We should pay attention to Jesus because He is superior in every way (12:18-24). For example, the presentation of God in the person of Jesus Christ is superior than that of God on Mount Sinai (verses 18-21; compare with Exodus 19:12-19; 20:18-19; Deuteronomy 9:19 with context). God through Moses had brought Israel out of Egypt. Three months later he brought them in the middle of the desert to a mountain. He said in three days I am going to come down in a dark cloud and I am going to speak to you, Moses, so that they will know that you are the leader I have chosen. Tell Israel to consecrate themselves, to wash their clothes, to get ready. Moses, I want you to set boundaries at the base of the mountain. If anyone crosses that boundary, man or beast, put them to death but don’t touch them. You stone them or shoot them through with arrows. When they hear a long, loud trumpet sound, then the people can come near to the mountain.

On the morning of that third day it began to thunder and lightning and a dark cloud appeared on the mountain and a trumpet sounded so loudly that it caused the people to tremble. Moses said, “Let’s go, God wants to speak with me.” They got to the bottom of the mountain and God said, “Moses, come up here.” Moses got to the top of the mountain and said, “Get back down there and warn the people not to come up on this mountain. After you’ve warned them come back and bring Aaron with you.” God then gave Moses and Aaron the ten commandments. All the while there is thunder and lightning and this dark cloud and the trumpet sound and the people said to Moses, “Look, you speak to God. We’re going to back off from this mountain.”

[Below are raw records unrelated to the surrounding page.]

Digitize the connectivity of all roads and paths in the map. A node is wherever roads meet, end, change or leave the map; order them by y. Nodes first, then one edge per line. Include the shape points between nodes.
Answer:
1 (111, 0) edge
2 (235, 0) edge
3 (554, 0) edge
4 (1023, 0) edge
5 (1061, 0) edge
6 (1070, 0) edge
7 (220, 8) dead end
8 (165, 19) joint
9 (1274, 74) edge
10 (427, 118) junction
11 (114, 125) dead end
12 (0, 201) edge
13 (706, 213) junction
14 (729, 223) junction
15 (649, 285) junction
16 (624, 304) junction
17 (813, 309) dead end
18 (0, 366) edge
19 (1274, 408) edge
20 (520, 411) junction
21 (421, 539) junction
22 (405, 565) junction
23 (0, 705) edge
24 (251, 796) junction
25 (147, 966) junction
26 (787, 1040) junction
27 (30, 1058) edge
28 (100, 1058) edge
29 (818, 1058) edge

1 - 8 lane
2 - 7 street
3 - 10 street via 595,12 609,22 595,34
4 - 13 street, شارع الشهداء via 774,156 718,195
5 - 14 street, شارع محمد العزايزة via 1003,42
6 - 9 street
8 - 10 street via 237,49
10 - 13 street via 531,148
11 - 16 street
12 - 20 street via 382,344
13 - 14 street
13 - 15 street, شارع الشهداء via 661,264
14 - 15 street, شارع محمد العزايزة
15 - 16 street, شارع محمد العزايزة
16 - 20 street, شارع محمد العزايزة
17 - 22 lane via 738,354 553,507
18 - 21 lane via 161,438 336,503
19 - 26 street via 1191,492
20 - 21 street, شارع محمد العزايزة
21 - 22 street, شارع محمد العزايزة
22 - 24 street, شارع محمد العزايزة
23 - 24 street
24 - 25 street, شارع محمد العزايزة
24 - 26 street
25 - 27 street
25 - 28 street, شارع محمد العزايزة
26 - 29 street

So Moses went alone into the dark cloud after that to speak to God. He later went for forty days and while He was there speaking to God, the Israelites built for themselves a golden calf because that is what they imagined their God to look like. As result of this disobedience to the second commandment, many were killed. Moses, when He saw God’s anger with Israel trembled in fear before God.

Can you imagine what it must have been like to see the power, the glory, and the wrath of God up close and personal? However, the writer of Hebrews points out that we who know the message of Jesus Christ have come face to face with an revelation of God that is superior in every way.


Mount Zion is superior because it is where God dwells. God spent a little time on Mount Sinai but once His presence left the mountain, it was just another mountain. Through Jesus Christ, the Son of David, the Messiah of God, Mount Zion has become the place where God has placed His name. It is the place where the eternal city, the eternal dwelling place of God is. You might ask, is He talking about a literal city or a spiritual city. It is both. The better way to phrase it is an eternal city. Mount Zion and the city built on it is where God dwells and those who have put their faith in Christ, dwell and will dwell there also. You see, when you trust Christ as Savior, you abide in Him. You don’t visit God, check in with Him to make sure that everything is alright between you and Him. You live with Him and He with you.


The assembly is also superior. Now there were thousand of angels at Mount Sinai according to Moses in Deuteronomy. God’s chosen people, Israel, were also there. In Jesus Christ, the company that we keep is superior. The angels like God just visited Sinai but the holy angels are in His presence for all eternity. In addition, the true church is also superior to the chosen people, Israel. According to Hebrews 4, most of the adults present died in unbelief in the desert but those who have trusted Christ are born of God, heirs with Christ. In other words, not only are we going to be in the presence of God, we are joint owners with Christ of all that belongs to the presence of God.


The justice and the righteousness in Jesus Christ are also superior. The judgment executed in the desert was fearful but it was primarily physical. The judgment executed by God through Jesus Christ is eternal and it is complete. In the same way, the righteousness provided through Jesus Christ is complete. Nothing needs to be added when one has trusted Christ as Savior.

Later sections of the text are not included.